▸ Problem description: In the material below, the required lines run from the one containing "static void paste(cairo_t" through the one containing "cairo_set_source_surface(ctx, image, x, y);". Copy those lines exactly, ends included, and nothing else.

(Beginning of Provided entries)

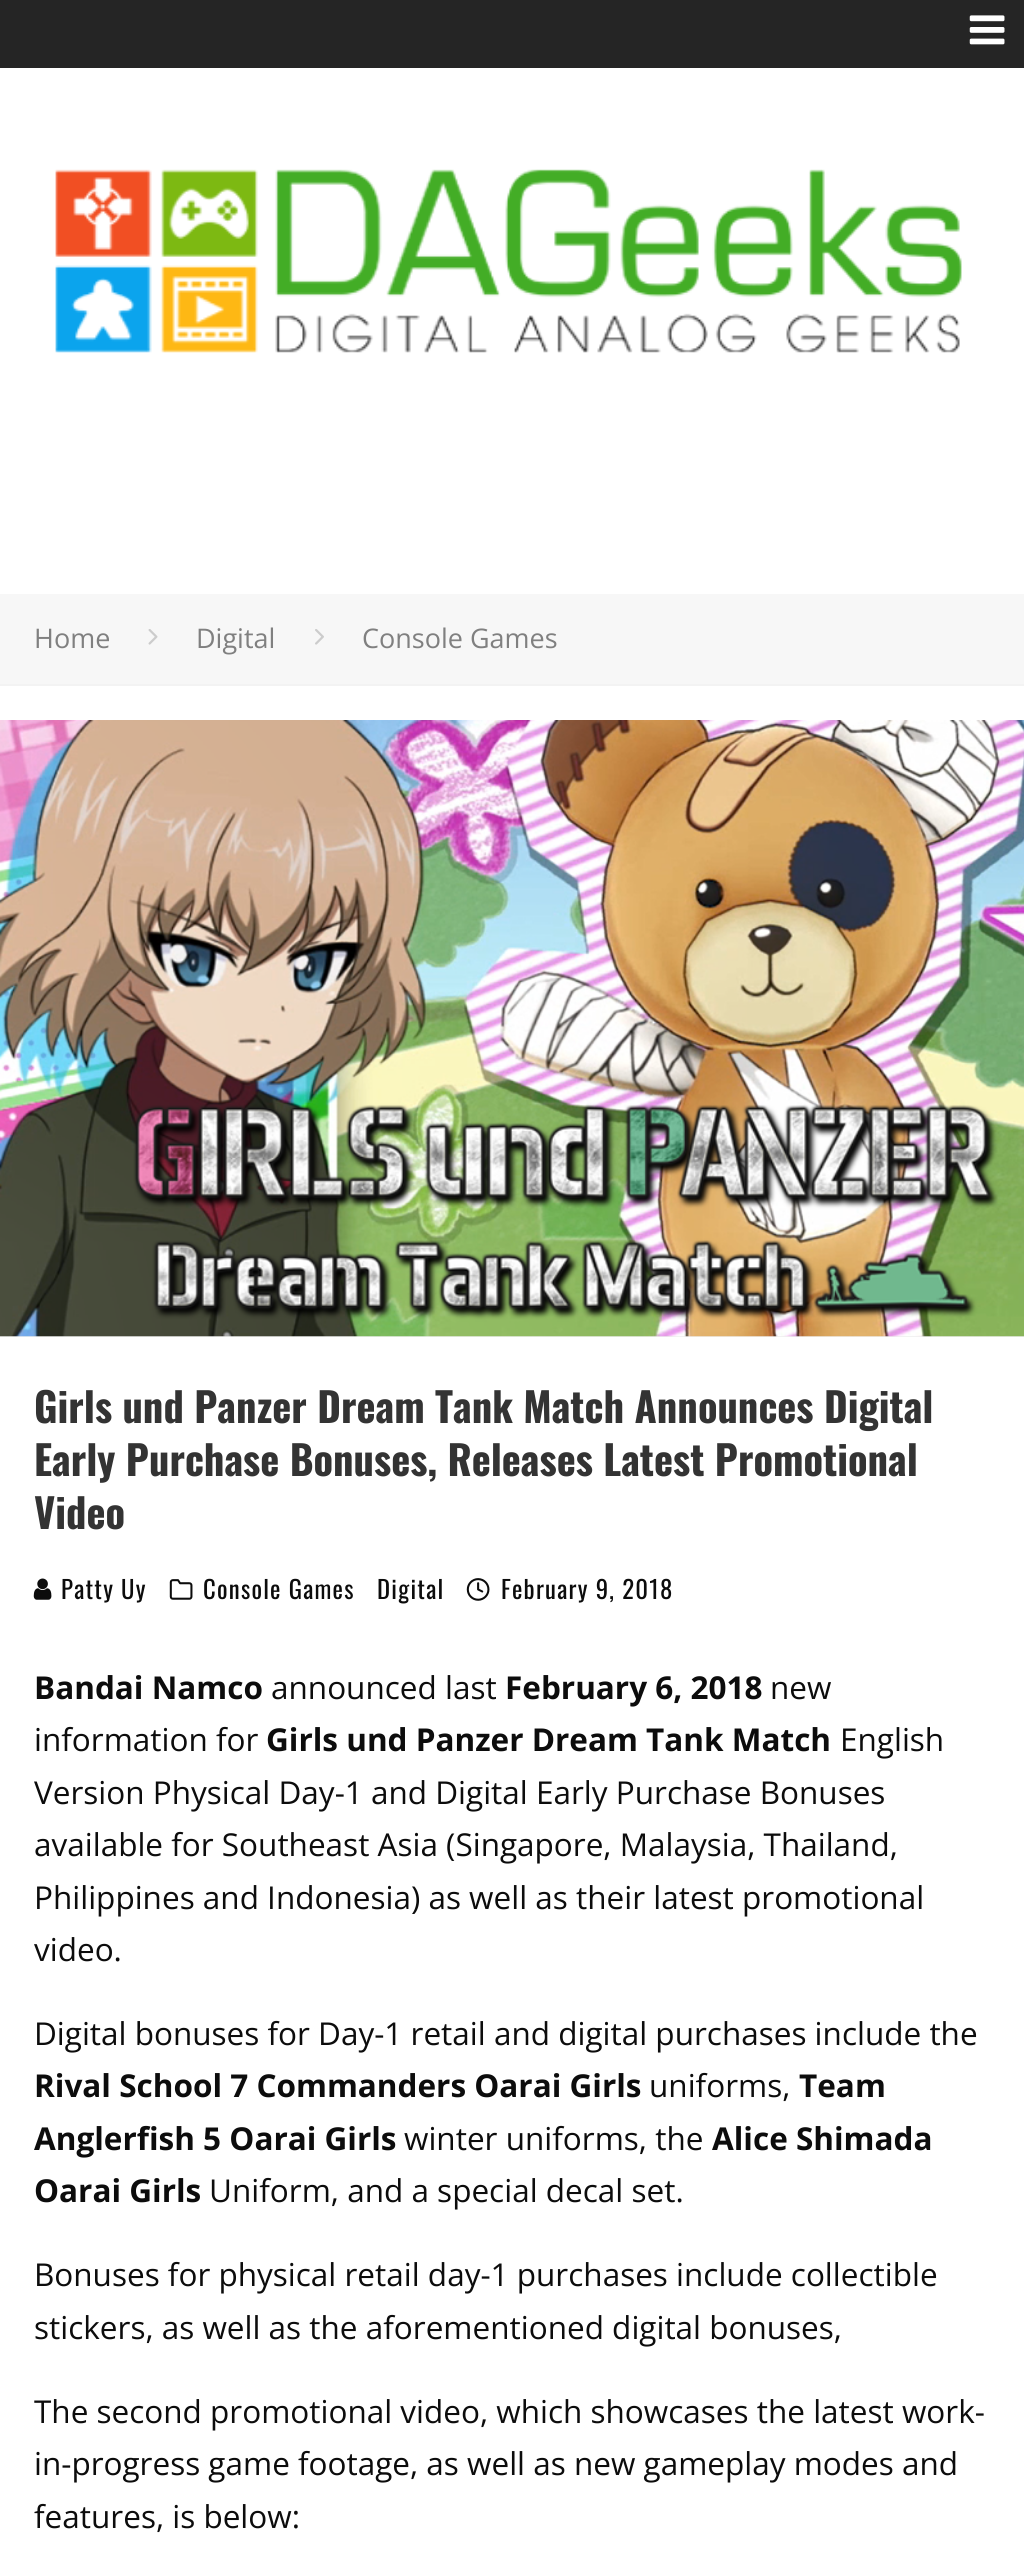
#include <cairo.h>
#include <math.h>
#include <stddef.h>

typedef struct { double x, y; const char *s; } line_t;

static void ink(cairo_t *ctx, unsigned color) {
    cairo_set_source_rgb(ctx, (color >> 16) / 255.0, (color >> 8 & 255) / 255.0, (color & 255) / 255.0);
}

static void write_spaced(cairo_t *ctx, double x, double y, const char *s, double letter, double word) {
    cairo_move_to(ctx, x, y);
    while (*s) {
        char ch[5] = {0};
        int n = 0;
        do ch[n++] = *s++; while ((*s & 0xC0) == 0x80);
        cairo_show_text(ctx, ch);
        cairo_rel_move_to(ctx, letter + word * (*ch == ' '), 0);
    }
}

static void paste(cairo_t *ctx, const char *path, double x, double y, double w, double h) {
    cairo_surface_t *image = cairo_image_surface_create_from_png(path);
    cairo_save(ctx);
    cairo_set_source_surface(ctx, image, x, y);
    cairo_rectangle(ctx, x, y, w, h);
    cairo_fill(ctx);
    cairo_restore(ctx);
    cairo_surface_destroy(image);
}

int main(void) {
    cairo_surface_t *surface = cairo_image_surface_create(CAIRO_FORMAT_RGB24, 1024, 2567);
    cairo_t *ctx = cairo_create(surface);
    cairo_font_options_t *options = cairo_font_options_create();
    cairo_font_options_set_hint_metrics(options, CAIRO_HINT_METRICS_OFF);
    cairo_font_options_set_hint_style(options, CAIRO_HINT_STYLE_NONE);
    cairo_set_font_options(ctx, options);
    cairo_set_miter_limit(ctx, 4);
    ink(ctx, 0xFFFFFF);
    cairo_paint(ctx);
    ink(ctx, 0x252525);
    cairo_rectangle(ctx, 0, 0, 1024, 68);
    cairo_fill(ctx);
    paste(ctx, "media/1.png", 969, 15, 36, 30);
    paste(ctx, "media/2.png", 55, 169, 907, 184);
    ink(ctx, 0xF7F7F7);
    cairo_rectangle(ctx, 0, 594, 1024, 90);
    cairo_fill(ctx);
    ink(ctx, 0xF3F3F3);
    cairo_rectangle(ctx, 0, 684, 1024, 2);
    cairo_fill(ctx);
    cairo_select_font_face(ctx, "Open Sans", CAIRO_FONT_SLANT_NORMAL, CAIRO_FONT_WEIGHT_NORMAL);
    cairo_set_font_size(ctx, 27);
    ink(ctx, 0x808080);
    cairo_move_to(ctx, 34, 648);
    cairo_show_text(ctx, "Home");
    paste(ctx, "media/3.png", 148, 629, 10, 16);
    cairo_move_to(ctx, 196, 648);
    cairo_show_text(ctx, "Digital");
    paste(ctx, "media/4.png", 315, 629, 9, 16);
    cairo_move_to(ctx, 362, 648);
    cairo_show_text(ctx, "Console Games");
    ink(ctx, 0xEEEEEE);
    cairo_rectangle(ctx, 0, 1336, 1024, 1);
    cairo_fill(ctx);
    paste(ctx, "media/5.png", 0, 720, 1024, 617);
    cairo_select_font_face(ctx, "Oswald", CAIRO_FONT_SLANT_NORMAL, CAIRO_FONT_WEIGHT_BOLD);
    cairo_set_font_size(ctx, 40.5);
    ink(ctx, 0x333333);
    {
        static const line_t items[] = {
            {34, 1423, "Girls und Panzer Dream Tank Match Announces Digital"},
            {34, 1476, "Early Purchase Bonuses, Releases Latest Promotional"},
            {34, 1529, "Video"},
        };
        for (size_t i = 0; i < sizeof items / sizeof *items; i++) {
            cairo_move_to(ctx, items[i].x, items[i].y);
            cairo_show_text(ctx, items[i].s);
        }
    }
    paste(ctx, "media/6.png", 33, 1578, 19, 22);
    cairo_select_font_face(ctx, "Oswald", CAIRO_FONT_SLANT_NORMAL, CAIRO_FONT_WEIGHT_NORMAL);
    cairo_set_font_size(ctx, 24.75);
    ink(ctx, 0x0C0C0C);
    write_spaced(ctx, 61, 1599, "Patty Uy", 1.25, 0);
    paste(ctx, "media/7.png", 169, 1579, 24, 21);
    write_spaced(ctx, 203, 1599, "Console Games", 1.25, 0);
    write_spaced(ctx, 377, 1599, "Digital", 1.25, 0);
    paste(ctx, "media/8.png", 466, 1578, 24, 23);
    write_spaced(ctx, 501, 1599, "February 9, 2018", 1.25, 0);
    cairo_select_font_face(ctx, "Open Sans", CAIRO_FONT_SLANT_NORMAL, CAIRO_FONT_WEIGHT_BOLD);
    cairo_set_font_size(ctx, 31.5);
    cairo_move_to(ctx, 34, 1699);
    cairo_show_text(ctx, "Bandai Namco");
    cairo_select_font_face(ctx, "Open Sans", CAIRO_FONT_SLANT_NORMAL, CAIRO_FONT_WEIGHT_NORMAL);
    cairo_move_to(ctx, 271, 1699);
    cairo_show_text(ctx, "announced last");
    cairo_select_font_face(ctx, "Open Sans", CAIRO_FONT_SLANT_NORMAL, CAIRO_FONT_WEIGHT_BOLD);
    cairo_move_to(ctx, 505, 1699);
    cairo_show_text(ctx, "February 6, 2018");
    cairo_select_font_face(ctx, "Open Sans", CAIRO_FONT_SLANT_NORMAL, CAIRO_FONT_WEIGHT_NORMAL);
    cairo_move_to(ctx, 770, 1699);
    cairo_show_text(ctx, "new");
    cairo_move_to(ctx, 34, 1751);
    cairo_show_text(ctx, "information for");
    cairo_select_font_face(ctx, "Open Sans", CAIRO_FONT_SLANT_NORMAL, CAIRO_FONT_WEIGHT_BOLD);
    cairo_move_to(ctx, 266, 1751);
    cairo_show_text(ctx, "Girls und Panzer Dream Tank Match");
    cairo_select_font_face(ctx, "Open Sans", CAIRO_FONT_SLANT_NORMAL, CAIRO_FONT_WEIGHT_NORMAL);
    {
        static const line_t items[] = {
            {840, 1751, "English"},
            {34, 1804, "Version Physical Day-1 and Digital Early Purchase Bonuses"},
            {34, 1856, "available for Southeast Asia (Singapore, Malaysia, Thailand,"},
            {34, 1909, "Philippines and Indonesia) as well as their latest promotional"},
            {34, 1961, "video."},
            {34, 2045, "Digital bonuses for Day-1 retail and digital purchases include the"},
        };
        for (size_t i = 0; i < sizeof items / sizeof *items; i++) {
            cairo_move_to(ctx, items[i].x, items[i].y);
            cairo_show_text(ctx, items[i].s);
        }
    }
    cairo_select_font_face(ctx, "Open Sans", CAIRO_FONT_SLANT_NORMAL, CAIRO_FONT_WEIGHT_BOLD);
    cairo_move_to(ctx, 34, 2097);
    cairo_show_text(ctx, "Rival School 7 Commanders Oarai Girls");
    cairo_select_font_face(ctx, "Open Sans", CAIRO_FONT_SLANT_NORMAL, CAIRO_FONT_WEIGHT_NORMAL);
    cairo_move_to(ctx, 649, 2097);
    cairo_show_text(ctx, "uniforms,");
    cairo_select_font_face(ctx, "Open Sans", CAIRO_FONT_SLANT_NORMAL, CAIRO_FONT_WEIGHT_BOLD);
    cairo_move_to(ctx, 799, 2097);
    cairo_show_text(ctx, "Team");
    cairo_move_to(ctx, 34, 2150);
    cairo_show_text(ctx, "Anglerfish 5 Oarai Girls");
    cairo_select_font_face(ctx, "Open Sans", CAIRO_FONT_SLANT_NORMAL, CAIRO_FONT_WEIGHT_NORMAL);
    cairo_move_to(ctx, 404, 2150);
    cairo_show_text(ctx, "winter uniforms, the");
    cairo_select_font_face(ctx, "Open Sans", CAIRO_FONT_SLANT_NORMAL, CAIRO_FONT_WEIGHT_BOLD);
    cairo_move_to(ctx, 712, 2150);
    cairo_show_text(ctx, "Alice Shimada");
    cairo_move_to(ctx, 34, 2202);
    cairo_show_text(ctx, "Oarai Girls");
    cairo_select_font_face(ctx, "Open Sans", CAIRO_FONT_SLANT_NORMAL, CAIRO_FONT_WEIGHT_NORMAL);
    {
        static const line_t items[] = {
            {209, 2202, "Uniform, and a special decal set."},
            {34, 2286, "Bonuses for physical retail day-1 purchases include collectible"},
            {34, 2339, "stickers, as well as the aforementioned digital bonuses,"},
            {34, 2423, "The second promotional video, which showcases the latest work-"},
            {34, 2475, "in-progress game footage, as well as new gameplay modes and"},
            {34, 2528, "features, is below:"},
        };
        for (size_t i = 0; i < sizeof items / sizeof *items; i++) {
            cairo_move_to(ctx, items[i].x, items[i].y);
            cairo_show_text(ctx, items[i].s);
        }
    }
    cairo_surface_write_to_png(surface, "image.png");
    cairo_font_options_destroy(options);
    cairo_destroy(ctx);
    cairo_surface_destroy(surface);
    return 0;
}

(End of Provided entries)

▸ Response:
static void paste(cairo_t *ctx, const char *path, double x, double y, double w, double h) {
    cairo_surface_t *image = cairo_image_surface_create_from_png(path);
    cairo_save(ctx);
    cairo_set_source_surface(ctx, image, x, y);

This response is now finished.